Maybe he's already read everything else in his classroom bookcases, the school library, and his parents' house which might be "kid-oriented", and so picked that up as Something To Read, even if it's over his head? People who like reading will read suprising things.
My source for torture not working is several years of various readings, news articles, and so on. Sorry, I don't have a library saved, but I've been hearing it over and over for nearly the past decade. Here's what a google search for "torture truth" yields, among other things:
Washington Post: 5 myths about torture and truth
- Gestapo had better results from tips and informers, and failed to break (with torture) many.
- between 1500 and 1750, French prosecutors tried to torture confessions out of 785 individuals.... the number of prisoners who said anything was low, from 3 percent in Paris to 14 percent in Toulouse. [note: that's three percent said ANYTHING, let alone the truth]
- the CIA's own 1963 interrogation manual explains that "a time-consuming delay results" -- hardly useful when every moment matters.
- you can't reliably train to resist torture
Washington Post: The Torture Myth
That's from someone whose job has been to extract information, and he says that torture doesn't work well.
Perhaps you don't like the Washington Post. Let's look at the BBC, reknowned as one of the better news sources in the world. (This was found by googling for "torture effective".)
BBC News: The truth about torture
This would actually seem to support your claims: they note several torturers who feel it's very effective. I'll accept that as a counterpoint. I'm including it so that you don't claim that I'm not linking things which disagree with what I expected to find. (There are several articles/pages about harsh techniques having yielded valuable information.)
FBI Interrogator says cookies are more effective than torture
On the other hand, there are lots of pages about torture being ineffective, too:
Information Secured Through Torture Proved Unreliable, CIA Concluded
(Bold emphasis added by me. The "results" yielded by torture were valueless, whereas what he said before they tortured him was useful.)
Former Head of the Defense Intelligence Agency Says Torture Produces Unreliable Information
http://www.youtube.
No, you just don't understand that fear will make someone say anything. Haven't you read 1984?
If I were to kidnap you, slowly burn you with hot irons, and then tell you that I would melt off one of your fingers (and then toes, and then other sensitive parts) every hour until you told me which of your neighbors was a treasonous traitor who had leaked sensitive information to China, how long would you last before you told me? How long would you last, if you didn't believe any of your neighbors were traitors, before you lied and fingered an innocent person? One finger? Two fingers? I'd wager that most people wouldn't even last long enough to lose a digit.
Insert your favourite brand, flavour, or technique for torture, and you will get similar answers.
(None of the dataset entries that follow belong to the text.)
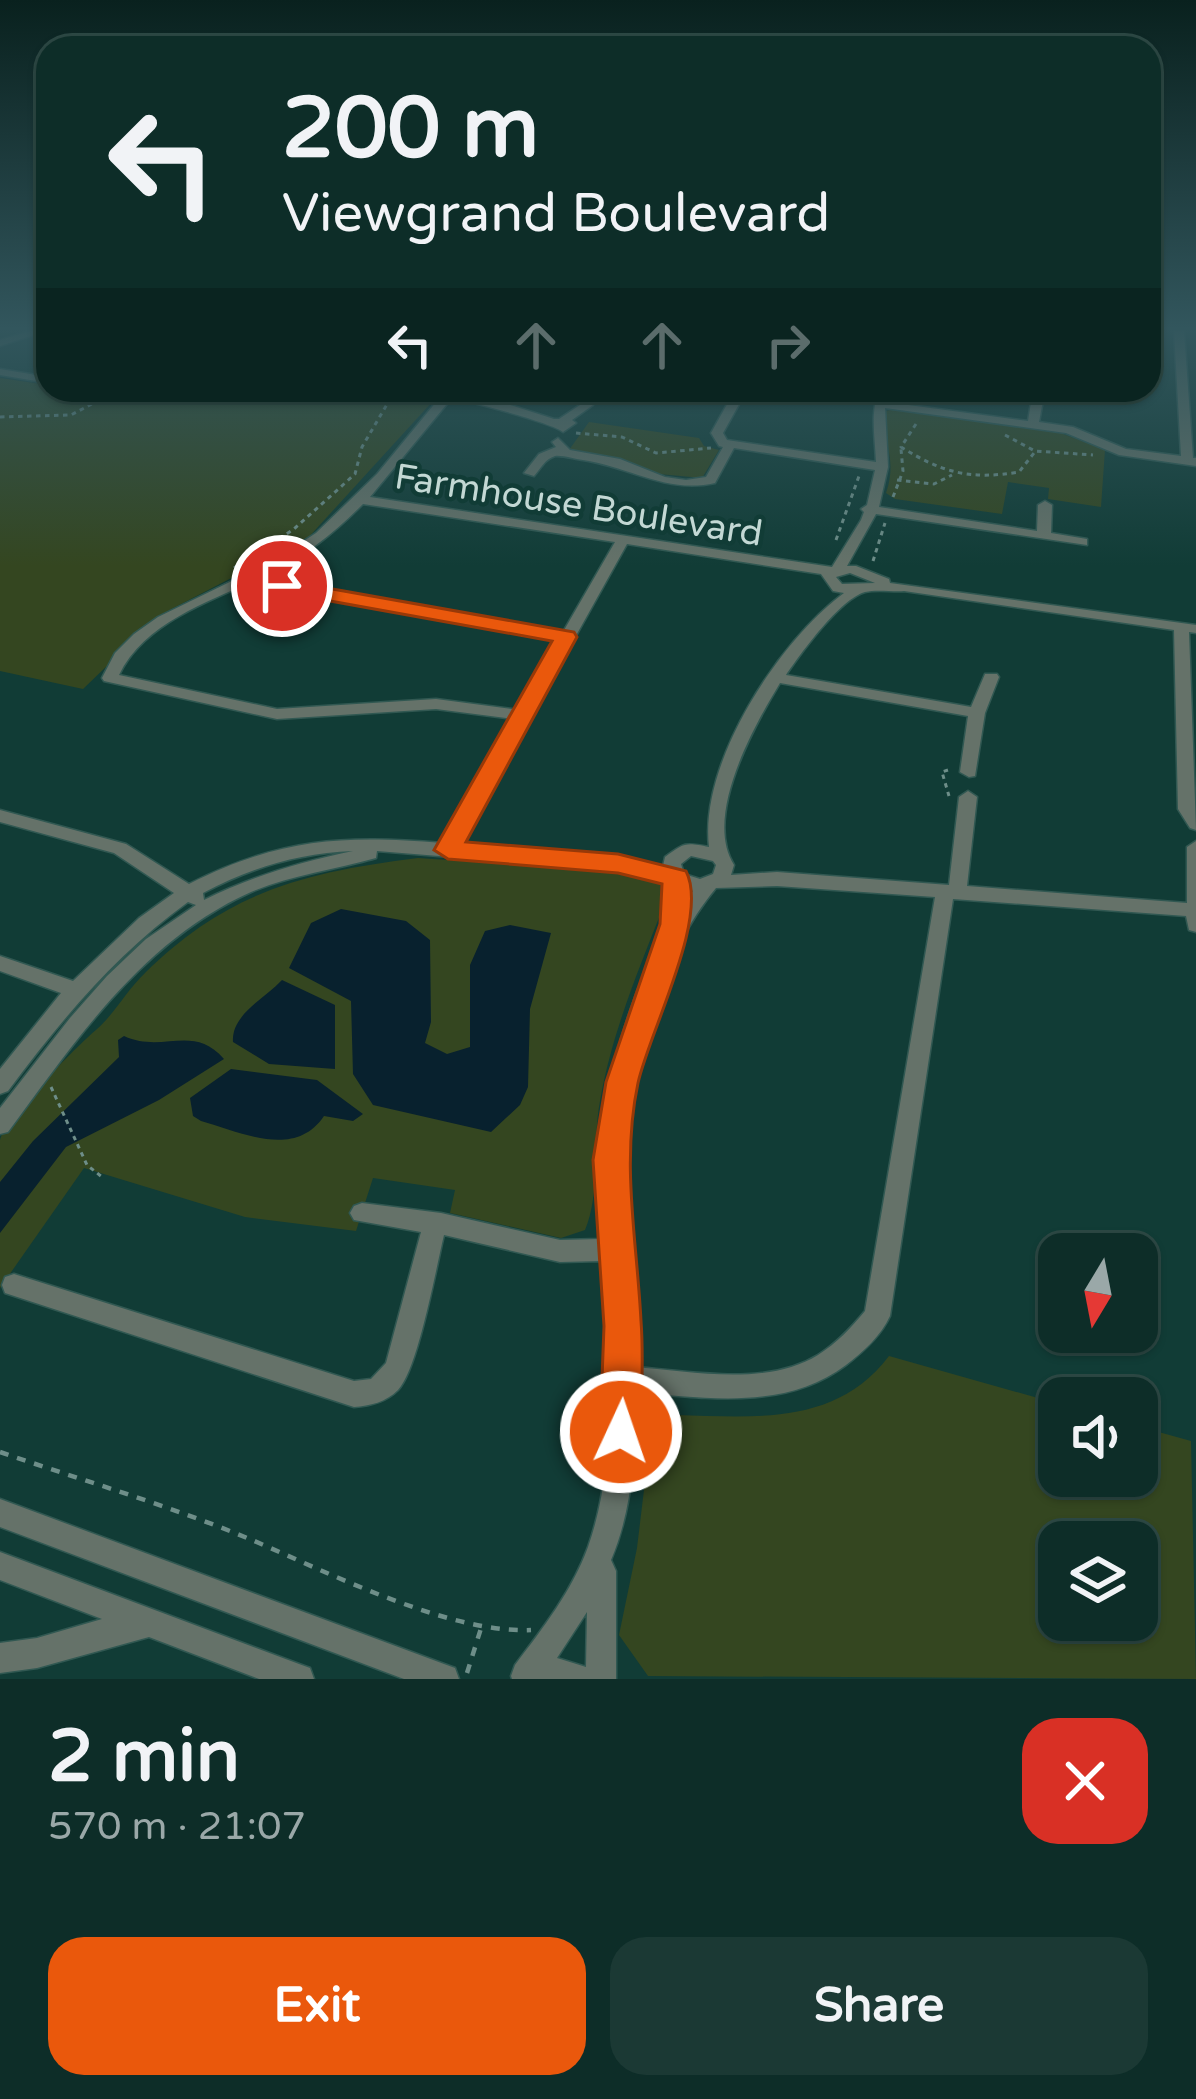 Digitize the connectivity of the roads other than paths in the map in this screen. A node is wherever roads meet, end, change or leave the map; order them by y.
1 (437, 409) edge
2 (507, 409) edge
3 (582, 409) edge
4 (730, 409) edge
5 (880, 409) edge
6 (923, 409) edge
7 (1036, 409) edge
8 (1033, 425) junction
9 (1189, 426) edge
10 (564, 430) junction
11 (730, 445) junction
12 (1191, 462) edge
13 (882, 467) junction
14 (530, 473) dead end
15 (356, 499) junction
16 (1045, 505) dead end
17 (868, 509) junction
18 (1044, 536) junction
19 (622, 542) junction
20 (1082, 542) dead end
21 (854, 551) junction
22 (258, 575) junction
23 (831, 576) junction
24 (862, 582) junction
25 (828, 608) junction
26 (1189, 628) edge
27 (566, 637) junction
28 (991, 677) dead end
29 (778, 678) junction
30 (1190, 691) edge
31 (977, 712) junction
32 (522, 715) junction
33 (1191, 756) edge
34 (969, 770) road end
35 (967, 800) road end
36 (714, 815) junction
37 (0, 816) edge
38 (1196, 824) edge
39 (1196, 847) edge
40 (448, 850) junction
41 (678, 864) junction
42 (718, 872) junction
43 (951, 892) junction
44 (197, 898) junction
45 (1195, 910) edge
46 (674, 924) junction
47 (1196, 925) edge
48 (0, 963) edge
49 (74, 989) junction
50 (0, 1085) edge
51 (0, 1125) edge
52 (362, 1213) dead end
53 (435, 1223) junction
54 (615, 1250) junction
55 (14, 1285) dead end
56 (624, 1379) junction
57 (0, 1513) edge
58 (603, 1554) junction
59 (0, 1566) edge
60 (152, 1622) junction
61 (0, 1658) edge
62 (524, 1677) edge
63 (299, 1679) edge
64 (445, 1679) edge
65 (579, 1679) edge
66 (601, 1679) edge

1 - 15 street
2 - 10 street
3 - 10 street
4 - 11 street
5 - 13 street
6 - 8 street
7 - 8 street
8 - 12 street
9 - 12 street
10 - 11 street
10 - 14 street
11 - 13 street
13 - 17 street
15 - 19 street, Farmhouse Boulevard
15 - 22 street
16 - 18 street
17 - 18 street
17 - 21 street
18 - 20 street
19 - 23 street, Farmhouse Boulevard
19 - 27 street
21 - 23 street
21 - 24 street
22 - 27 street
22 - 32 street
23 - 24 street, Farmhouse Boulevard
23 - 25 street
24 - 25 street
24 - 26 street
25 - 29 street
26 - 30 street
27 - 32 street
28 - 31 street
29 - 31 street
29 - 36 street
30 - 33 street
31 - 34 street
32 - 40 street
33 - 38 street
35 - 43 street
36 - 41 street
36 - 42 street
37 - 44 street
39 - 45 street
40 - 41 street
40 - 44 street
41 - 42 street
41 - 42 street
41 - 46 street
42 - 43 street
42 - 46 street
43 - 45 street
43 - 56 street
44 - 49 street
44 - 51 street
45 - 47 street
46 - 54 street
48 - 49 street
49 - 50 street
52 - 53 street
53 - 54 street
53 - 55 street
54 - 56 street
56 - 58 street
57 - 64 street
58 - 62 street
58 - 66 street
59 - 60 street
60 - 61 street
60 - 63 street
62 - 65 street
Torture gets you an answer which they think you want to hear, not the answer which is truthful. If there's a truthful answer that they think you want to hear, you'll likely get it, but you have no way to know that the answer you got is truthful. If I think that telling you that my boss is selling secrets to the enemy will get you back to my family, you bet your ass off I'll try to find out what you want to hear, and then tell it to you -- especially after what I believe to be the truth ("he's not a spy/traitor/terrorist/witch") is met with more torture.
Torture does not yield reliable information. It yields statements which the victim thinks you want to hear, even if they're entirely false. Torturing people is always bad, it is never ethically sound.
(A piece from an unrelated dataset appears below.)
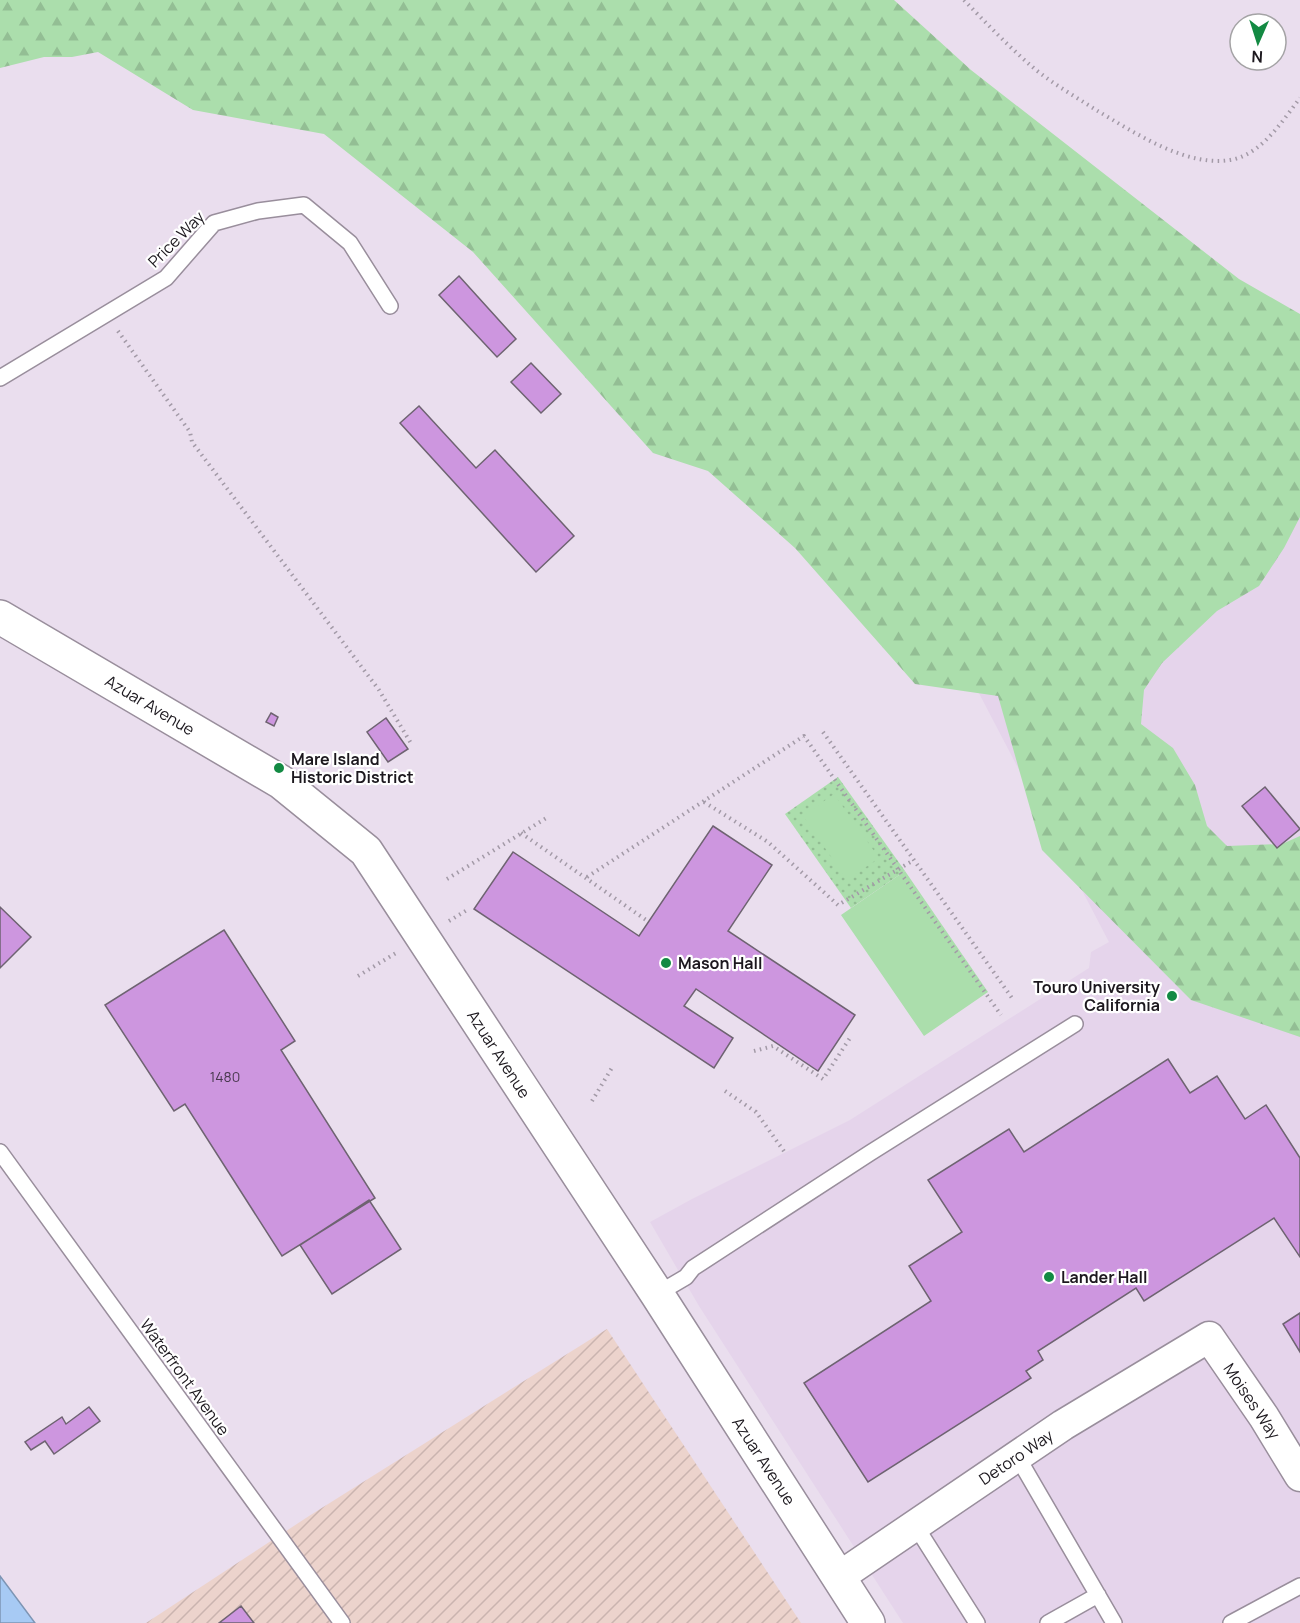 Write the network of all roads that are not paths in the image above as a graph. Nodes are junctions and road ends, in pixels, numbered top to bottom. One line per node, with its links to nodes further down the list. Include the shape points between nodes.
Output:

Okay, back to the real topic: playing virtual terrorists or Really Bad People in a multiplayer video game. People are not playing these games to stone virtual children or mass-murder civilians. Yes, as far back as Counter-Strike there's been sides that are planting bombs, or kidnapping hostages -- but the "crimes" of Team A are merely a plot hook, a vector for the competetive gameplay that the players want.
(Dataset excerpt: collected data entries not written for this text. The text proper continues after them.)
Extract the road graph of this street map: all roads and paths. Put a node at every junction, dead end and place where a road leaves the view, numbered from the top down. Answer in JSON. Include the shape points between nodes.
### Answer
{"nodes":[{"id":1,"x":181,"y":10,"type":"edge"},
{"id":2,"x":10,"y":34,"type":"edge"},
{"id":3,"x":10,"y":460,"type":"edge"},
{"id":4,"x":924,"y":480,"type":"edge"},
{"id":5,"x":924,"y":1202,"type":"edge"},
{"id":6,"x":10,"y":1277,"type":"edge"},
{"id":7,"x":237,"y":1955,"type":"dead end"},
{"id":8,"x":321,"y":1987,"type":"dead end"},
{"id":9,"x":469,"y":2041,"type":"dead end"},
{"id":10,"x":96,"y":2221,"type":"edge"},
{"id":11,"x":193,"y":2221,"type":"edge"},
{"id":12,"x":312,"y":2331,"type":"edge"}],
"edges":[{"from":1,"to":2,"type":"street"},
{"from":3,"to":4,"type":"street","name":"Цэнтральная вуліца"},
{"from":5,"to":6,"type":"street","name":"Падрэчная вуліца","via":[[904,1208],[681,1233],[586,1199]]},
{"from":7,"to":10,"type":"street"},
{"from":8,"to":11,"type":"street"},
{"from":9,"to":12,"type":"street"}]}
Hostages are "easily killable assets which require extraction". Bombs are, well, bombs, but the target could be a weapons cache, a school, or a harbor, and gamers wouldn't really notice or care. They care much more that it's a bomb placed behind that building, or through this choke point, than what the fictional target is. The goal of the game, when playing as the OpFor, is to achieve tactical success.
Frankly, I feel that America's Army did it best, as someone noted above: each side sees themselves as being on the "good guys" team, with objectives explained appropriately. However, we've been playing Counter-Strike, Global Operations, Call of Duty, and Enemy Territory for over a decade, and this is not very different. The only difference is that the Bad Guys are a group we are currently fighting against. Pretty much any gamer won't care - the reasons to choose Team A vs Team B are either aesthetic ("I don't want a mask") or logistical ("Team B has better guns"). Most servers will even auto-assign a team to preserve team balance. Very rarely does any ideological ("I want to be a bad guy") viewpoint have any bearing on team choice, because both sides swap roles (attacker vs defender) after rounds in most such games.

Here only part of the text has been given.